- [EXERCISE BRIEF]: Within the records, which lines hold the string "Give"? Report each one by copying it.

>>>>>

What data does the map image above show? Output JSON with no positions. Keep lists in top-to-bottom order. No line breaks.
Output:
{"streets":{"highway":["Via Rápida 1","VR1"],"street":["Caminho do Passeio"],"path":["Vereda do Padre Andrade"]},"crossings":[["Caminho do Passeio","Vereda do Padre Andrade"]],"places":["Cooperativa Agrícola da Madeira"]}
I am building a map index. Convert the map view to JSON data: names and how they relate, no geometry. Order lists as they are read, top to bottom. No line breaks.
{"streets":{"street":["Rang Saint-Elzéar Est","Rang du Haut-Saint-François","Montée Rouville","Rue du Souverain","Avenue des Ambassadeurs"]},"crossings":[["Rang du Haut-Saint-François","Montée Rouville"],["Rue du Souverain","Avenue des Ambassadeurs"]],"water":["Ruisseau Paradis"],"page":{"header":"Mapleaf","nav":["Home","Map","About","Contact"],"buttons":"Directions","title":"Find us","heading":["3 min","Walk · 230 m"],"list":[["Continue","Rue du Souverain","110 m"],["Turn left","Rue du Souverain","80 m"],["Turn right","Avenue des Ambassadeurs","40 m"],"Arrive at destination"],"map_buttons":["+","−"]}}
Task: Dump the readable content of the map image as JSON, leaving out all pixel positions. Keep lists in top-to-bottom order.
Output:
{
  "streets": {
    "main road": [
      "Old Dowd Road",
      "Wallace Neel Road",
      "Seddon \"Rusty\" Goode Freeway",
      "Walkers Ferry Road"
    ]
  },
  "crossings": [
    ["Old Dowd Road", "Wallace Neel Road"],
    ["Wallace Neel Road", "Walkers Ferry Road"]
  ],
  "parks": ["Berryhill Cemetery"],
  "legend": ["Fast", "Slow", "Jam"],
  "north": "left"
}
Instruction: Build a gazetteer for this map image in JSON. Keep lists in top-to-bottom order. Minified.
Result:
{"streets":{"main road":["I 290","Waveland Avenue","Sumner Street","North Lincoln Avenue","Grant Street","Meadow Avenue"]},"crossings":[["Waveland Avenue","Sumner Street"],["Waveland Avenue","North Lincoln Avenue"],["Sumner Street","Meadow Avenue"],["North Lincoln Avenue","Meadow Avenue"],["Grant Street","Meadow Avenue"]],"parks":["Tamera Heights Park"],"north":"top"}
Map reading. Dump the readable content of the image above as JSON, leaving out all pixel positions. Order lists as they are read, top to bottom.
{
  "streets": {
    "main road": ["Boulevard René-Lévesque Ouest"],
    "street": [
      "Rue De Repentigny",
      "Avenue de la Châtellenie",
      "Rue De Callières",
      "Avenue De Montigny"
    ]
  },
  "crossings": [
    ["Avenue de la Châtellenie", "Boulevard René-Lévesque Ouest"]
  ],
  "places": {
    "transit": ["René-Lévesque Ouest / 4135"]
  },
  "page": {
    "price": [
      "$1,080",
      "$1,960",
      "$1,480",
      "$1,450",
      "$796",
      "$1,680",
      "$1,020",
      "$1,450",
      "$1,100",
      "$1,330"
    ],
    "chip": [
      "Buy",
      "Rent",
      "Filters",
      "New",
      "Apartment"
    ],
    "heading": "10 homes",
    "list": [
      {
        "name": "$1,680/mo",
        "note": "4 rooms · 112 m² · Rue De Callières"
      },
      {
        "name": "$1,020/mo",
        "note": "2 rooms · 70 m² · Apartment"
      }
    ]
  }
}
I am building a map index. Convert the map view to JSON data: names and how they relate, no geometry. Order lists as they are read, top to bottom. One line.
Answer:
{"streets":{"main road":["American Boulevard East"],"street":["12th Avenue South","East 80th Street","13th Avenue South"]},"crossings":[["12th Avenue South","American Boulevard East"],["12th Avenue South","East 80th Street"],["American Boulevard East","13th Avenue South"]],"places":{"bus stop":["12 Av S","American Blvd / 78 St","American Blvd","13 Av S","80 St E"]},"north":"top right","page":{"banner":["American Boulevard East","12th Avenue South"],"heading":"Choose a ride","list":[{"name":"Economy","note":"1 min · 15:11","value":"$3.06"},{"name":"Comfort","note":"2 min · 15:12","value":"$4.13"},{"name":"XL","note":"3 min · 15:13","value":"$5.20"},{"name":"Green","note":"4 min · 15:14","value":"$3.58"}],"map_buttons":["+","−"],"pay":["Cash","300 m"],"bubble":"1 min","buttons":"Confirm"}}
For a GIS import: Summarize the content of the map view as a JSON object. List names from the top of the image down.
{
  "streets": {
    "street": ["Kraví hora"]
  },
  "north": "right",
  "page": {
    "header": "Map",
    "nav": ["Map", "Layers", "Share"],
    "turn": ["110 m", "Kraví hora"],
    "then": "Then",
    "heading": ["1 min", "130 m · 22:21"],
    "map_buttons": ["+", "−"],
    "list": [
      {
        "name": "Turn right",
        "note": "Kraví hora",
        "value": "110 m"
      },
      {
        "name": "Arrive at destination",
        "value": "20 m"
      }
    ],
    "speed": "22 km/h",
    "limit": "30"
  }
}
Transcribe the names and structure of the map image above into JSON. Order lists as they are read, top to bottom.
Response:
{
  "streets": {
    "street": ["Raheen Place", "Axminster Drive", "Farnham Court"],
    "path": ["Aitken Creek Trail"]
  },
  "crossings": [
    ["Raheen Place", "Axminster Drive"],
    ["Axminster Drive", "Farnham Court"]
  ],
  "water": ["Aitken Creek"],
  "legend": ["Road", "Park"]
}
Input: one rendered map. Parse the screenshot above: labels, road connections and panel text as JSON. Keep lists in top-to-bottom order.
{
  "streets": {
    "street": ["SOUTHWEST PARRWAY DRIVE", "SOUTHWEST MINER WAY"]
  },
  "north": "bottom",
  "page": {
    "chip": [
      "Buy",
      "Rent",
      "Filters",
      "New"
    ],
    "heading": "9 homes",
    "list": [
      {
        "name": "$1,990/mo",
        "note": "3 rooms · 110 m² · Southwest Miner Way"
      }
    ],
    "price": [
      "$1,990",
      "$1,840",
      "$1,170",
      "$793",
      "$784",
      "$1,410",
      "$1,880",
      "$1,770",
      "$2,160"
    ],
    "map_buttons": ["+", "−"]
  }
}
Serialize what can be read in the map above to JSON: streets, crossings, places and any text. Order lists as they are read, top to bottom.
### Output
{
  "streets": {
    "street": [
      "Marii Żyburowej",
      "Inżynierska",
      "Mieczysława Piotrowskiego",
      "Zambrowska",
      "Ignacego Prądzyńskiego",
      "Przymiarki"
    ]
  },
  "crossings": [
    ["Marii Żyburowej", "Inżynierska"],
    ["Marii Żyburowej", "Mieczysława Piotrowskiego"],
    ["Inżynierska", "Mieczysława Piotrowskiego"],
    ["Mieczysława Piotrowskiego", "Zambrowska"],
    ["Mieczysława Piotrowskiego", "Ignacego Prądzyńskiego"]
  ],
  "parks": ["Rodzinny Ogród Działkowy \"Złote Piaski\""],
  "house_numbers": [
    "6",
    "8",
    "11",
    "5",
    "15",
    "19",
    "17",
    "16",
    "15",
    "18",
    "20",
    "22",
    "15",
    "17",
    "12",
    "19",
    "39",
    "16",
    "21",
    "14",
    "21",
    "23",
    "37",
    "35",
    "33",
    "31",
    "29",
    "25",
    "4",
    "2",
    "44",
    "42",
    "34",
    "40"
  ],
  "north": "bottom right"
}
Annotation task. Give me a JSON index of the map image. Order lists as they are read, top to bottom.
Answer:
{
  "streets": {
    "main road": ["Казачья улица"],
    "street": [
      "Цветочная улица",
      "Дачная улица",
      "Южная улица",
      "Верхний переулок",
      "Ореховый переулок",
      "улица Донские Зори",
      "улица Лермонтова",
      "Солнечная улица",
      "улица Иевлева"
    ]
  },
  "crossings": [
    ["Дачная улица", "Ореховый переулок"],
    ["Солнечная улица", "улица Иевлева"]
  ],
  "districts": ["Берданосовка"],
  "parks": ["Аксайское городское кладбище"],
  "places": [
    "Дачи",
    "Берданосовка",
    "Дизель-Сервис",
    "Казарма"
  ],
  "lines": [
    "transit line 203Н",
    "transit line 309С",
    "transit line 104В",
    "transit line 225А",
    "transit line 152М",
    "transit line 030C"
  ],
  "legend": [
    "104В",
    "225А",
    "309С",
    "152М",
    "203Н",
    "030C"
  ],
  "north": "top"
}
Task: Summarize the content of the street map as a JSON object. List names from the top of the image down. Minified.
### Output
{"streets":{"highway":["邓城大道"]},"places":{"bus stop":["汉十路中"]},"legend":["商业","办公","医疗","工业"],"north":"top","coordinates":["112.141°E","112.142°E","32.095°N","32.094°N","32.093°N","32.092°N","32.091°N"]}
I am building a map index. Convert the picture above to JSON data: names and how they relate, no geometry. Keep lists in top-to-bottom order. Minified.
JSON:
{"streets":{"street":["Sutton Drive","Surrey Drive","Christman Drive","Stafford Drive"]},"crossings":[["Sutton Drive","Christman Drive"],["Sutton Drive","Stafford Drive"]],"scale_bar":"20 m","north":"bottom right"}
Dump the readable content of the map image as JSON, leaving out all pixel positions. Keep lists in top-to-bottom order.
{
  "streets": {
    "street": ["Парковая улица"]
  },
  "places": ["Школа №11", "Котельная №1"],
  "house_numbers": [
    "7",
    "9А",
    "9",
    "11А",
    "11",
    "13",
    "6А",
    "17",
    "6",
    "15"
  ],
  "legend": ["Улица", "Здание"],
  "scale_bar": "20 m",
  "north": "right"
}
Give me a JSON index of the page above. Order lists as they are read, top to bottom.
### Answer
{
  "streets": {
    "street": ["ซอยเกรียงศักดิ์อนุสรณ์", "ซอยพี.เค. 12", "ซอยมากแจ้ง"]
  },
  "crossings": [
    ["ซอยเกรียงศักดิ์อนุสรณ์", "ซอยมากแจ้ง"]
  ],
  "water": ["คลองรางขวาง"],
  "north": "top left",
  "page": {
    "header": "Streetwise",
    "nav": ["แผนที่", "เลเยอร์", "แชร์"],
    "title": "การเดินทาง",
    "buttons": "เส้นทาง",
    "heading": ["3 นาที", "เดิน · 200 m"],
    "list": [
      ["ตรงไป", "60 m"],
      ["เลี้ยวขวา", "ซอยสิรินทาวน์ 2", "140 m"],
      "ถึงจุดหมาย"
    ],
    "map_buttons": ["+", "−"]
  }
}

<<<<<

- [THE ANSWER]:
Annotation task. Give me a JSON index of the map image. Order lists as they are read, top to bottom.
Give me a JSON index of the page above. Order lists as they are read, top to bottom.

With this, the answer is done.